Validation Template Form
Creating a validation template via GUI form

🗂️ Step 2: Define Schema and Metadata

In the template form:

  • Select a dataset category:
    • csv_timeseries
    • regional_timeseries
    • raster_timeseries
  • Enter a name for your template
  • Provide an extended JSON schema that outlines:
    • Required columns
    • Column data types
    • Structural constraints

Here’s an example schema for a Regional Timeseries dataset:

json
{
  "root": {
    "type": "object",
    "required": [
      "model",
      "region",
      "variable",
      "scenario",
      "unit",
      "year",
      "value",
      "item"
    ],
    "properties": {
      "item": { "type": "string" },
      "unit": { "type": "string" },
      "year": { "type": "number" },
      "model": { "type": "string" },
      "value": { "type": "number" },
      "region": { "type": "string" },
      "scenario": { "type": "string" },
      "variable": { "type": "string" }
    }
  },
  "template_validators": "not defined",
  "root_schema_declarations": {
    "time_dimension": "year",
    "unit_dimension": "unit",
    "value_dimension": "value",
    "region_dimension": "region",
    "variable_dimension": "variable",
    "final_dimensions_order": [
      "model",
      "scenario",
      "region",
      "variable",
      "item",
      "year",
      "value",
      "unit"
    ],
    "region_boundary_file_link": "https://raw.githubusercontent.com/johan/world.geo.json/master/countries.geo.json"
  }
}

🔎 Schema Rule Writing Guide will be covered in a separate advanced document.

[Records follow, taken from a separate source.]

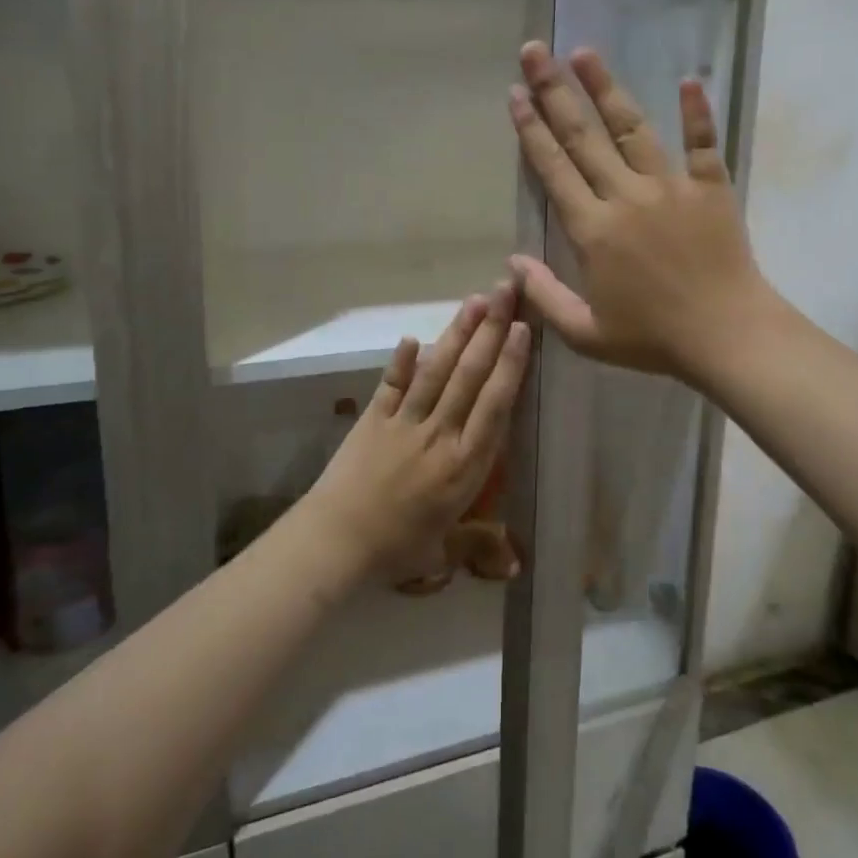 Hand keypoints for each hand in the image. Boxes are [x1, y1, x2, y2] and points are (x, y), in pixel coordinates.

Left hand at [301, 283, 530, 583]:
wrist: (336, 543)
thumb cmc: (396, 549)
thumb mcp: (444, 549)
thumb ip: (480, 545)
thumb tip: (518, 565)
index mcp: (464, 465)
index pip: (494, 405)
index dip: (509, 365)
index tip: (522, 330)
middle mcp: (440, 435)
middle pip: (469, 375)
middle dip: (490, 330)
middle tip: (506, 292)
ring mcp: (404, 423)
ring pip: (436, 371)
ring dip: (456, 334)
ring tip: (474, 301)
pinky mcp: (373, 419)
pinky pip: (391, 385)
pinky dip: (401, 361)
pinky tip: (412, 337)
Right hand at [508, 41, 771, 382]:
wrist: (726, 336)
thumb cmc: (652, 339)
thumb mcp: (586, 334)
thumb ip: (544, 296)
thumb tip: (512, 262)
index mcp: (593, 230)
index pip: (554, 169)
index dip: (531, 130)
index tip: (515, 93)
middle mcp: (626, 196)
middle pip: (584, 136)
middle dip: (555, 91)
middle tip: (535, 51)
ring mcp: (671, 187)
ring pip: (633, 128)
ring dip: (607, 88)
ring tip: (585, 52)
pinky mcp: (710, 188)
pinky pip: (702, 143)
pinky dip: (697, 111)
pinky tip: (688, 79)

💾 Step 3: Save and Use the Template

Once your template is saved, you can use it in validation routines.


📥 Step 4: Download and Update Template via CSV

You can also manage your template schema using CSV files, which is useful for bulk updates or version control.

  1. Navigate to the Templates section and click on an existing template to open the update form (similar to Step 1).
  2. Click the “Download Template” button to download the current schema as a CSV file.
  3. Open the CSV file, make your desired changes, and save it.
  4. Return to the form and click “Update with CSVs”.
  5. Upload your modified CSV file to update the template schema.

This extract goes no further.